Pensioni anticipate nel 2026: come il reddito mensile modifica tempi e importi da percepire

Pensioni anticipate nel 2026: come il reddito mensile modifica tempi e importi da percepire

Luca Antonelli

Dicembre 12, 2025

Nel sistema pensionistico italiano, il semplice fatto di aver lavorato non garantisce automaticamente il diritto a una pensione anticipata. Il legame tra la retribuzione percepita e i contributi versati assume un ruolo centrale, soprattutto alla luce delle recenti modifiche normative. Chi ambisce a ritirarsi dal lavoro prima dell’età pensionabile ufficiale deve considerare un elemento spesso sottovalutato: la busta paga incide in modo determinante, anche in un sistema contributivo basato sui versamenti accumulati. Questa realtà pesa in particolare su chi ha avuto carriere caratterizzate da redditi contenuti.

È importante ricordare che senza un adeguato versamento contributivo non si può accedere a una pensione vera e propria, ma soltanto a forme assistenziali di importo notevolmente inferiore. Pur esistendo misure di sostegno per chi non ha raggiunto i requisiti contributivi, queste non sono paragonabili alla pensione classica. La base imprescindibile per ottenere una pensione è il montante contributivo accumulato, strettamente collegato all’entità degli stipendi percepiti nel corso della vita lavorativa. Ecco perché nel sistema contributivo puro la pensione non scatta semplicemente al raggiungimento di un numero determinato di anni di contributi, ma richiede un ammontare minimo di versamenti.

Come la busta paga influenza l’uscita anticipata dal lavoro

Negli ultimi anni, il percorso per anticipare l’uscita dal lavoro si è complicato, anche a causa dell’aumento progressivo dell’età pensionabile. Un aspetto spesso poco chiaro riguarda l’introduzione di un requisito minimo di reddito per accedere alla pensione anticipata: non basta avere 20 anni di contributi per andarsene a 64 anni, occorre inoltre che l’importo della pensione sia almeno pari a tre volte l’assegno sociale, quindi superiore a circa 1.600 euro mensili.

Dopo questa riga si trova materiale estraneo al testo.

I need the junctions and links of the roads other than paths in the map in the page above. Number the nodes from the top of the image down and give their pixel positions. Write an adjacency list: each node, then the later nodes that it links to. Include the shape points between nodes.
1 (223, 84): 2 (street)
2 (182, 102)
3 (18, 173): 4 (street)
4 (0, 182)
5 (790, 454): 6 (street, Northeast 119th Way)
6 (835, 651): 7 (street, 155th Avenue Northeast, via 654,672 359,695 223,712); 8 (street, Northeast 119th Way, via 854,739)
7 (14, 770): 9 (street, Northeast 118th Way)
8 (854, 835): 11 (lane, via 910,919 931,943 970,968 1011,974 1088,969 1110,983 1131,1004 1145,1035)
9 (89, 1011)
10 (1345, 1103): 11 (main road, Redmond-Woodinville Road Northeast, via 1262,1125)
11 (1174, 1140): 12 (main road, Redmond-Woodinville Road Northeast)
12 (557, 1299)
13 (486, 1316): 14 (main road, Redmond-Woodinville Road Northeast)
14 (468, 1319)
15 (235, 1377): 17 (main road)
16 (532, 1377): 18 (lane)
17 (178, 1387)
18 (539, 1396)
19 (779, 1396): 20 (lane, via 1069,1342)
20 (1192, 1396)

Pensioni anticipate nel 2026: come il reddito mensile modifica tempi e importi da percepire
Miniature di anziani allegre e spensierate simboleggiano la serenità della pensione, tra natura e chiacchiere in buona compagnia. – giardinodelricamo.it

Questo avviene perché il sistema contributivo lega il valore della pensione ai versamenti effettuati, che dipendono direttamente dalla retribuzione ricevuta. Chi ha percepito stipendi più bassi accumula contributi inferiori e, di conseguenza, non riesce a raggiungere la soglia necessaria per una pensione anticipata significativa. Si tratta di una soglia che agisce da filtro sociale, premiante per carriere retributive più forti. Per esempio, chi ha guadagnato circa 1.500 euro al mese trova molto difficile ottenere una pensione anticipata adeguata.

Da aggiungere è il contributo della previdenza integrativa, che dal 2025 potrà essere utilizzata per superare il minimo pensionistico richiesto per l’uscita anticipata. Tuttavia, questo strumento resta accessibile solo a chi ha potuto accumulare un capitale rilevante attraverso più di 25 anni di versamenti. Per chi ha avuto redditi bassi, integrare la pensione con fondi aggiuntivi è complicato, riducendo ulteriormente la possibilità di lasciare prima il lavoro.

Le soglie anche per la pensione di vecchiaia: chi rischia di uscire a 71 anni

Non solo la pensione anticipata, ma anche quella di vecchiaia prevede delle soglie minime di importo. Per accedere alla pensione ordinaria a 67 anni, infatti, la pensione deve essere almeno pari all’assegno sociale, intorno ai 540 euro mensili. Chi ha avuto stipendî contenuti durante la propria carriera si trova così davanti a una scelta complicata.

Nel caso in cui il montante versato non raggiunga tale soglia, la pensione viene posticipata fino a 71 anni o più, con un impatto significativo sulla durata della vita lavorativa. Dopo quell’età, è possibile andare in pensione senza limiti legati all’importo e con un requisito contributivo minimo di soli 5 anni. Questa norma evita l’esclusione definitiva dal sistema, ma allunga sensibilmente il lavoro per chi ha guadagnato poco.

Le persone con carriere caratterizzate da buste paga basse devono quindi prepararsi a un percorso lavorativo più lungo rispetto a chi ha avuto retribuzioni maggiori. Questa condizione si fa sempre più concreta in molte regioni italiane, soprattutto nell’ambito privato e nelle aree meno sviluppate. La situazione solleva dubbi sulla sostenibilità sociale del sistema previdenziale, considerando anche i mutamenti del mercato del lavoro e le differenze salariali che persistono nel paese.